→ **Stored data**
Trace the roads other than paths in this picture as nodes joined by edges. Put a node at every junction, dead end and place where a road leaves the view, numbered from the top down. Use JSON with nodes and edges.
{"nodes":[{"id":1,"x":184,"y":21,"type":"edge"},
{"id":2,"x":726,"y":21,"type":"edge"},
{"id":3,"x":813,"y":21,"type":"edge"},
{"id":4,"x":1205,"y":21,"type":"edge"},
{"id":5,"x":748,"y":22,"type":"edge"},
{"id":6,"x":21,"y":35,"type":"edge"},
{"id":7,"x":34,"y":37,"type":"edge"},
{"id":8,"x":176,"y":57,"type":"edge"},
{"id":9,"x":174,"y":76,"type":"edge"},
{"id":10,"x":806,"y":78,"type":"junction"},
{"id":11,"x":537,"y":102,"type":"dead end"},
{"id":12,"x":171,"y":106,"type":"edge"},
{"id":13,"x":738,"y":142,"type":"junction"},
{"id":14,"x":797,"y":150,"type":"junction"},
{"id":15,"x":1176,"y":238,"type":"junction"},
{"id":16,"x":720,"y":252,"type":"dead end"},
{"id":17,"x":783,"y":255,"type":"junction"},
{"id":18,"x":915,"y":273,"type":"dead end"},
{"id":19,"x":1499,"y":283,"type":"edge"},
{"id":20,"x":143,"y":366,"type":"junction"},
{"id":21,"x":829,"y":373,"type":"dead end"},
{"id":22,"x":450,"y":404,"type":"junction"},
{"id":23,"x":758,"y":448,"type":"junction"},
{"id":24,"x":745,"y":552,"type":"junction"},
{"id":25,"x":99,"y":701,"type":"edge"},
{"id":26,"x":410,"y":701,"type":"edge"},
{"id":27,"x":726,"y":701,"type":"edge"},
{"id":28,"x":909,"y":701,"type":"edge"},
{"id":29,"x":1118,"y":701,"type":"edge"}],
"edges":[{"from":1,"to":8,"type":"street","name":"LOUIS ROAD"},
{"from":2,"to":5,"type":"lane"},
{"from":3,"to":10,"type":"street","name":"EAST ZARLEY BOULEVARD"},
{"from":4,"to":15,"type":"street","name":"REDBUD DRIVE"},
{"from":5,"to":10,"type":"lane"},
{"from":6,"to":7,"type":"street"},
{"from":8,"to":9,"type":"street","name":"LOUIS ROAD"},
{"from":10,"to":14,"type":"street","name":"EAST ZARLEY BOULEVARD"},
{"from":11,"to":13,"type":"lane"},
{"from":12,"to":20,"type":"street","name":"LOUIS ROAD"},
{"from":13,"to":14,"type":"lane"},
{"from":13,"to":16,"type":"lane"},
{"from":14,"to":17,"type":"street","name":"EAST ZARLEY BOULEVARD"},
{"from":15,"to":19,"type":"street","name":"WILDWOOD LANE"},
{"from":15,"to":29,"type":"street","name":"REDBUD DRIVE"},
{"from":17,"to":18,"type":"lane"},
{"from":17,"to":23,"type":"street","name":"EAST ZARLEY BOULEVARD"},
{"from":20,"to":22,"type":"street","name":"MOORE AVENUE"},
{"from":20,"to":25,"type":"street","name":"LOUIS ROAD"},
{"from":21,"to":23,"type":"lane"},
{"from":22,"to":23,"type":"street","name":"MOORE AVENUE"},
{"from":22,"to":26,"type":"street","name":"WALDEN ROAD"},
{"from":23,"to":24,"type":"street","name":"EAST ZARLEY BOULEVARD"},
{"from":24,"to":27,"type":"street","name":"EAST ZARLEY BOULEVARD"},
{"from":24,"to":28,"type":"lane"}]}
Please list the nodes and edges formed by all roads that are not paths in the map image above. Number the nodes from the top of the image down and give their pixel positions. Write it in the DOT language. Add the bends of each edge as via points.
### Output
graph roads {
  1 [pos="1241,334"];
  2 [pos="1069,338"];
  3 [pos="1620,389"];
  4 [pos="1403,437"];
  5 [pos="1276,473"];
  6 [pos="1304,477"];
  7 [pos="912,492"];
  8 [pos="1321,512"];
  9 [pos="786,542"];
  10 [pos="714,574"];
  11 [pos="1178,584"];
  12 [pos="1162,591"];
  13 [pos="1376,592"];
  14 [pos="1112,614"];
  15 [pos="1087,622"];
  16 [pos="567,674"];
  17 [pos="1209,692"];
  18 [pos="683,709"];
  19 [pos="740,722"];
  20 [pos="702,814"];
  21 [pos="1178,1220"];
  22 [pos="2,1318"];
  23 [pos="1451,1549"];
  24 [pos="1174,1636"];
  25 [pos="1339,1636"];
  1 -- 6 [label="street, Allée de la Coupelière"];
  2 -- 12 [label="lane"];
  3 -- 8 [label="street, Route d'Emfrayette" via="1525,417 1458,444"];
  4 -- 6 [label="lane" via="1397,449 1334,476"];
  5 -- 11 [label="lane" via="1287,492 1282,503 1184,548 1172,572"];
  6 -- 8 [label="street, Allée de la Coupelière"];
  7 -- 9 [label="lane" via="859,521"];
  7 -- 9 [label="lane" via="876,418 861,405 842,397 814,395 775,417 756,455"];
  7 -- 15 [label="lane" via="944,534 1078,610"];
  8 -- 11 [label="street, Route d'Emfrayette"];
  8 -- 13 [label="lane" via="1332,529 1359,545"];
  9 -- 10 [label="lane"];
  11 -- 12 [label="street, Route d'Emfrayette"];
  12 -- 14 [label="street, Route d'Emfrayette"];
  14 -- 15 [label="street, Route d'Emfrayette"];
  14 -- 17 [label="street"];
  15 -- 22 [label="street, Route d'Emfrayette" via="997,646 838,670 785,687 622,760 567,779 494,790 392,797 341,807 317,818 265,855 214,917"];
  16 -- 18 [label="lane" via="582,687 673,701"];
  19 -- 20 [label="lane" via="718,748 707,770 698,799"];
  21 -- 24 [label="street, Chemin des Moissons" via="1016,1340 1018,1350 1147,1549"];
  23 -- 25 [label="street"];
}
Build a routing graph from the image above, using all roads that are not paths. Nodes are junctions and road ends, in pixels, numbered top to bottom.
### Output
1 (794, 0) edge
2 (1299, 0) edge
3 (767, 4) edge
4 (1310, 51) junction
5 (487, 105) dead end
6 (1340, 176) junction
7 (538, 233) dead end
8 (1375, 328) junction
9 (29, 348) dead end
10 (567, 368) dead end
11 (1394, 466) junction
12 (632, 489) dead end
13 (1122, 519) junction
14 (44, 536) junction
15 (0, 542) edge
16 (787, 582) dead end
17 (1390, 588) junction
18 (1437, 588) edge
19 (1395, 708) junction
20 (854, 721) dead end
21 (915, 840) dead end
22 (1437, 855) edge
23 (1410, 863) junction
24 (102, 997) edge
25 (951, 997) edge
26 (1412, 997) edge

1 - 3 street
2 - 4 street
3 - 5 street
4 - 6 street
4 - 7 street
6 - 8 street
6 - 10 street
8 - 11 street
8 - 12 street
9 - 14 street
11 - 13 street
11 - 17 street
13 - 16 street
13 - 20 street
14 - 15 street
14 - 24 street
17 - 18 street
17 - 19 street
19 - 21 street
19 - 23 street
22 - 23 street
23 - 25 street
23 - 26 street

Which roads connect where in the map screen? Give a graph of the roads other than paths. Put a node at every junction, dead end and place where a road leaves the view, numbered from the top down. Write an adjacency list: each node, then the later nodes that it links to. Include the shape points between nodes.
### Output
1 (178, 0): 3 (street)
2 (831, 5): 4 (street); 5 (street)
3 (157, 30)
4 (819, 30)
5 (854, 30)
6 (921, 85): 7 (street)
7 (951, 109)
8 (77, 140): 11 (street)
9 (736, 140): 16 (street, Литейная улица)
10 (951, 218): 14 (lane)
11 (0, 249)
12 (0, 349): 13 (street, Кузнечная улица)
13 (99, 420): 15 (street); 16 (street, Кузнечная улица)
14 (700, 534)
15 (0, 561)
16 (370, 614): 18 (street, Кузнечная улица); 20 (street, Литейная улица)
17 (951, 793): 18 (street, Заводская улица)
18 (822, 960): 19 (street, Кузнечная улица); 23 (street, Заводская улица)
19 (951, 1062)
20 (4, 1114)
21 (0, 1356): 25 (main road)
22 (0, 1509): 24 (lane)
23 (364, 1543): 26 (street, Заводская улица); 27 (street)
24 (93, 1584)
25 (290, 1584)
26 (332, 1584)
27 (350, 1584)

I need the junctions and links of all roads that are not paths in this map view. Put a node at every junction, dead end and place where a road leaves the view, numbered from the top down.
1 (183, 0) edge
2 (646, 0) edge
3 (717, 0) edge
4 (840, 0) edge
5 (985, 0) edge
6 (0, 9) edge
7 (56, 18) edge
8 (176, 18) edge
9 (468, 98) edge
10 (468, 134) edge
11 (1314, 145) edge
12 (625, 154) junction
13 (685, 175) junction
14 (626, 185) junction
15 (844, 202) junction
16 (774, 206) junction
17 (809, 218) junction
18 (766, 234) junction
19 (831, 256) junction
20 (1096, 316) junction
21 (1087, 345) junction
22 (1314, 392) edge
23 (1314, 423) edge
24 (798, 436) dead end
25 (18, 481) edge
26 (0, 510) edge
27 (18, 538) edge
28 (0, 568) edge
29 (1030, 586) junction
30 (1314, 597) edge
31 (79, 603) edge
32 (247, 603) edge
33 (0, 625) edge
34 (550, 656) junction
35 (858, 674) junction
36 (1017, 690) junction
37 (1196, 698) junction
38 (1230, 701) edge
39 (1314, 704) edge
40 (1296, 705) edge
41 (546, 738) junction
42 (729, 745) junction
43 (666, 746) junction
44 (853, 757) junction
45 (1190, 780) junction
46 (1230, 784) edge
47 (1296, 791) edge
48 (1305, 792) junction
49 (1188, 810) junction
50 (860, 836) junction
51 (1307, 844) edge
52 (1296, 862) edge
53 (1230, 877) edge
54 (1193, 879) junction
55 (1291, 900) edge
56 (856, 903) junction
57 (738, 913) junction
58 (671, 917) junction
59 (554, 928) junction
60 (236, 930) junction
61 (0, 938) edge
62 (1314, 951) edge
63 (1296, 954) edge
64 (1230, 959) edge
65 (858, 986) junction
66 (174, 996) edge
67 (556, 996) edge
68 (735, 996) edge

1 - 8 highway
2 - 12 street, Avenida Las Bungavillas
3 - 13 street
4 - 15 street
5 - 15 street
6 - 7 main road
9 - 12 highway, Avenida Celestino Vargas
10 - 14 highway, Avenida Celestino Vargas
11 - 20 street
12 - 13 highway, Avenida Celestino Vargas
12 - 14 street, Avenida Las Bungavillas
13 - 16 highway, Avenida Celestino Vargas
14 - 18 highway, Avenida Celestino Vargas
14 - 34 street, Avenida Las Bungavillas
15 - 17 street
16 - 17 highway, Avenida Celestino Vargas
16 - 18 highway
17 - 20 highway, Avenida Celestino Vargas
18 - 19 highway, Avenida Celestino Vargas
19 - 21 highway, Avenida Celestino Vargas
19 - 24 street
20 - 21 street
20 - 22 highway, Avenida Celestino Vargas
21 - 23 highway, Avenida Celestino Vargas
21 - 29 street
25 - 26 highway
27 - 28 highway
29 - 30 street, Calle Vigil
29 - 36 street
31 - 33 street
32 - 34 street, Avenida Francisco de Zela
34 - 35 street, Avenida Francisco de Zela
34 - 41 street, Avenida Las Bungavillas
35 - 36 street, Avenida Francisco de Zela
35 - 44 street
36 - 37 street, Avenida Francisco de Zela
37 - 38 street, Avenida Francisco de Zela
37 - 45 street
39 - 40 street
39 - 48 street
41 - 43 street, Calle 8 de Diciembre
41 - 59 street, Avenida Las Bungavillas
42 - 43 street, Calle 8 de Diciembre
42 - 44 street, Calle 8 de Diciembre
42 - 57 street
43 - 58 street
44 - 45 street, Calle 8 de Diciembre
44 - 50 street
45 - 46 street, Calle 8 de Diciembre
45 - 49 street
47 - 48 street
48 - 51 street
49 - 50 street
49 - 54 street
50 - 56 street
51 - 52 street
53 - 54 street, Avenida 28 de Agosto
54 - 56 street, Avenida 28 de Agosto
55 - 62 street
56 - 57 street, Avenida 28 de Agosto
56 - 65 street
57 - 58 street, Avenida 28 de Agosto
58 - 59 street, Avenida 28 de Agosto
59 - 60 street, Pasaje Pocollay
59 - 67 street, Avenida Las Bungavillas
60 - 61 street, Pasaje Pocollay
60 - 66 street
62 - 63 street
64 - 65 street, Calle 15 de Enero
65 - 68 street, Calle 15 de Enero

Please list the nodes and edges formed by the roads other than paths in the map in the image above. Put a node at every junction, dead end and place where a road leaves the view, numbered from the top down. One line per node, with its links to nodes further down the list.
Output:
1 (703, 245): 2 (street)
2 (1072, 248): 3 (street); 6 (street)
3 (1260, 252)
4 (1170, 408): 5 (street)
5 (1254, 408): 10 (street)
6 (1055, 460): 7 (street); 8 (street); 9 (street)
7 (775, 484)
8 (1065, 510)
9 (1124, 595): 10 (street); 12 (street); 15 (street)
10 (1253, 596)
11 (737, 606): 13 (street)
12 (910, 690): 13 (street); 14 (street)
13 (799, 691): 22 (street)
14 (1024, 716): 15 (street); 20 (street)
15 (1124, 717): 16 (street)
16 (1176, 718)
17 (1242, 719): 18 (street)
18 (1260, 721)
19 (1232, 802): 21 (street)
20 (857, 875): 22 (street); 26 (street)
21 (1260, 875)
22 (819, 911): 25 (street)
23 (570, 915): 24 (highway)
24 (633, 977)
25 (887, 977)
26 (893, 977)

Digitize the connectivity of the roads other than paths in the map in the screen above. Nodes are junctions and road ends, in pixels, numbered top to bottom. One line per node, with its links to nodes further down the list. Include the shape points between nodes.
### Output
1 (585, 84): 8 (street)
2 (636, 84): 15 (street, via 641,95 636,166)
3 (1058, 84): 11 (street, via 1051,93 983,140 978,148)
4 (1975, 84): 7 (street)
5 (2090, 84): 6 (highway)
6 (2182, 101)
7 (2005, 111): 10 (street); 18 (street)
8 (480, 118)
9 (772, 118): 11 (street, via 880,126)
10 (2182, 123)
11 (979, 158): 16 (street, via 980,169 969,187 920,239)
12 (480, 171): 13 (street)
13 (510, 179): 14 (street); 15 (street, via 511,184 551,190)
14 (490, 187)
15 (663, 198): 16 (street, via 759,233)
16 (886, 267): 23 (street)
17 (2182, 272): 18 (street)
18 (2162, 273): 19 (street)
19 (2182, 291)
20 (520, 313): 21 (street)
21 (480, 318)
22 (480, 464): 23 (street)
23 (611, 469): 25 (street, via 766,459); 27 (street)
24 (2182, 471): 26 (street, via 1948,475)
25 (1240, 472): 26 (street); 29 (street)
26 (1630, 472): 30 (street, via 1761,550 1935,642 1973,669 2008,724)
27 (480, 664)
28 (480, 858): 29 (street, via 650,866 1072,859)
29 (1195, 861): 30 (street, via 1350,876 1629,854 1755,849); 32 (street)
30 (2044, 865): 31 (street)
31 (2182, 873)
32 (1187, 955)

→ **Required action**
The word to find is "edges". Copy every line of the records that holds it.

→ **Completed exercise**
Trace the roads other than paths in this picture as nodes joined by edges. Put a node at every junction, dead end and place where a road leaves the view, numbered from the top down. Use JSON with nodes and edges.
"edges":[{"from":1,"to":8,"type":"street","name":"LOUIS ROAD"},
Please list the nodes and edges formed by all roads that are not paths in the map image above. Number the nodes from the top of the image down and give their pixel positions. Write it in the DOT language. Add the bends of each edge as via points.
Please list the nodes and edges formed by the roads other than paths in the map in the image above. Put a node at every junction, dead end and place where a road leaves the view, numbered from the top down. One line per node, with its links to nodes further down the list.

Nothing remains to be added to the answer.